» Exercise details: Your answer is a copy of every line in the records where "авыл" appears.
=======
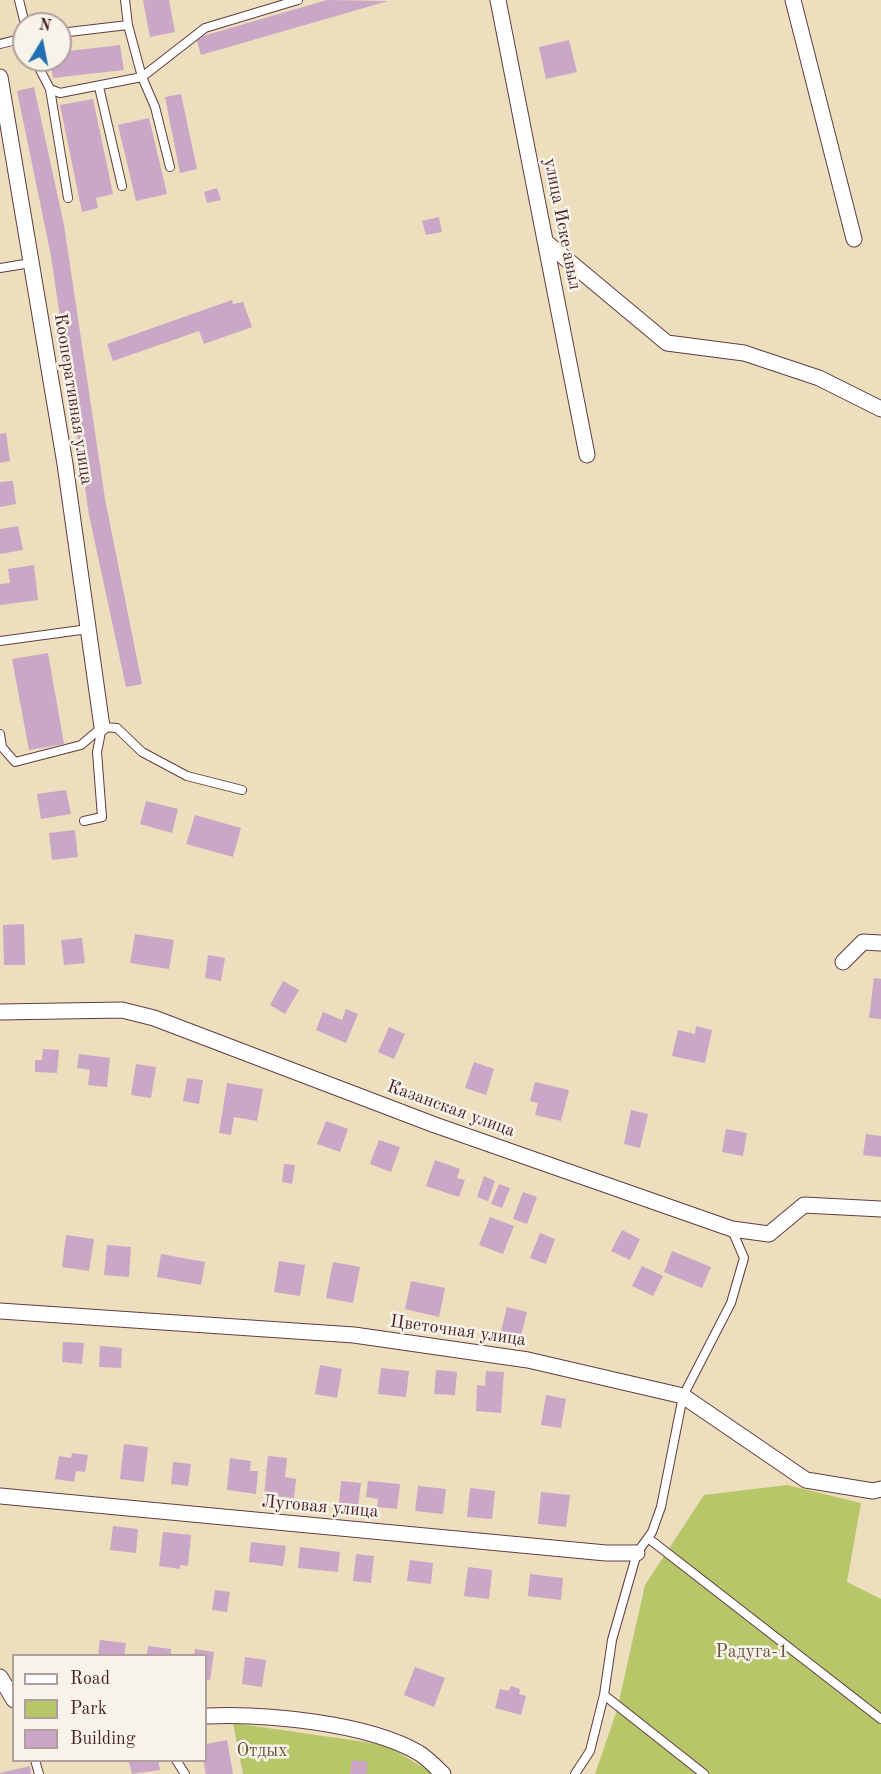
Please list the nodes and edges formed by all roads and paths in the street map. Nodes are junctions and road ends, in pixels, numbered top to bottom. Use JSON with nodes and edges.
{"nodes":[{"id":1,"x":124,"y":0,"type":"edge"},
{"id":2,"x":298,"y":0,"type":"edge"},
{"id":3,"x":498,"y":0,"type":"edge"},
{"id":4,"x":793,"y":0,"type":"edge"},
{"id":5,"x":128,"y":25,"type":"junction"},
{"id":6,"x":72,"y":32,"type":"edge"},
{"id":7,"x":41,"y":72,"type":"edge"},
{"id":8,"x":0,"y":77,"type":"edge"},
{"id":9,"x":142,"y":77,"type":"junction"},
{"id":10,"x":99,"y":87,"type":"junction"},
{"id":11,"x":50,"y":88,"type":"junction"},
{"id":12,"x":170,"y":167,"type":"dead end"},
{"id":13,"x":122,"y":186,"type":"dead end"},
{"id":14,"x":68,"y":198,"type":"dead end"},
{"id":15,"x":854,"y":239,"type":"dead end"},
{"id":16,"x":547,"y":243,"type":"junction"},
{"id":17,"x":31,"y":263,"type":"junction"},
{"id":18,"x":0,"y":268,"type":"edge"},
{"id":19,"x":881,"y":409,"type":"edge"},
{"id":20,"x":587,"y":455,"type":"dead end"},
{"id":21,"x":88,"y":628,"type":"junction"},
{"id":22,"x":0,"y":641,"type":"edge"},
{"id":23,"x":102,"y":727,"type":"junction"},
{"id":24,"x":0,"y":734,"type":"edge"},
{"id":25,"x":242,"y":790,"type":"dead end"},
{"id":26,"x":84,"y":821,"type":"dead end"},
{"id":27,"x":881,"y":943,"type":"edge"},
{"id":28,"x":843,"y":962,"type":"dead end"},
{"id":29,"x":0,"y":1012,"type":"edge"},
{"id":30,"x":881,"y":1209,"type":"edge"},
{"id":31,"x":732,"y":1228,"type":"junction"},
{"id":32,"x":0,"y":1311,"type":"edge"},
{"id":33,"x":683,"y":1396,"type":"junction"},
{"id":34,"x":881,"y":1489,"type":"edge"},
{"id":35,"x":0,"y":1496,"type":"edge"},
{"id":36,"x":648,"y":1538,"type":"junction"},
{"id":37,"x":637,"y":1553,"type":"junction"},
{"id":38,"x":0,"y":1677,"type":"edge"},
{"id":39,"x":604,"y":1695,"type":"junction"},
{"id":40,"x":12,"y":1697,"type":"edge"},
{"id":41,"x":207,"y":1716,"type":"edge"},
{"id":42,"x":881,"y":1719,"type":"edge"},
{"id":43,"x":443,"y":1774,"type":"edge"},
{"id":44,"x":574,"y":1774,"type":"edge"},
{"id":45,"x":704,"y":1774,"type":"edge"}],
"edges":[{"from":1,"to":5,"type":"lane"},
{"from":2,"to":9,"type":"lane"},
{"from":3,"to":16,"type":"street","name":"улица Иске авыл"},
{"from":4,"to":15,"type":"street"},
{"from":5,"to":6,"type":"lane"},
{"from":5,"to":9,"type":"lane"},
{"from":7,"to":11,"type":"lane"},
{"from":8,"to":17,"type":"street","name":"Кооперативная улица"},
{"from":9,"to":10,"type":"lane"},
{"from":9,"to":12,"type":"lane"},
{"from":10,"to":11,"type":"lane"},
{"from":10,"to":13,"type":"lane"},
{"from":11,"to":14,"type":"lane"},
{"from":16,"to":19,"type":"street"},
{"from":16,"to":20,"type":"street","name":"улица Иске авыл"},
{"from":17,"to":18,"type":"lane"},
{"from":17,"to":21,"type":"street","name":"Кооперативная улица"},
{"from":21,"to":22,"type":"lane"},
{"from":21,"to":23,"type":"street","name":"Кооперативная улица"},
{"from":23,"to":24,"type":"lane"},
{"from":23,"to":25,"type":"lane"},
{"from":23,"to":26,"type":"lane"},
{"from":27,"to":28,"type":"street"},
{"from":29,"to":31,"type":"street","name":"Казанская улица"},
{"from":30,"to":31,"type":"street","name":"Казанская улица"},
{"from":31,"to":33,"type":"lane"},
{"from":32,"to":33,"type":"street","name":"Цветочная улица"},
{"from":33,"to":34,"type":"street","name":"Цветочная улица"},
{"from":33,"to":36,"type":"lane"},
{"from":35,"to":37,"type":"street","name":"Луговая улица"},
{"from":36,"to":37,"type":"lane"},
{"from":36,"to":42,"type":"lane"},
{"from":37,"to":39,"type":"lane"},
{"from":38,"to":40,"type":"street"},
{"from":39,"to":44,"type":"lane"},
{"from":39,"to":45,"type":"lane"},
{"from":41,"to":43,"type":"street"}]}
=======
» Answer to this problem:
{"from":3,"to":16,"type":"street","name":"улица Иске авыл"},
{"from":16,"to":20,"type":"street","name":"улица Иске авыл"},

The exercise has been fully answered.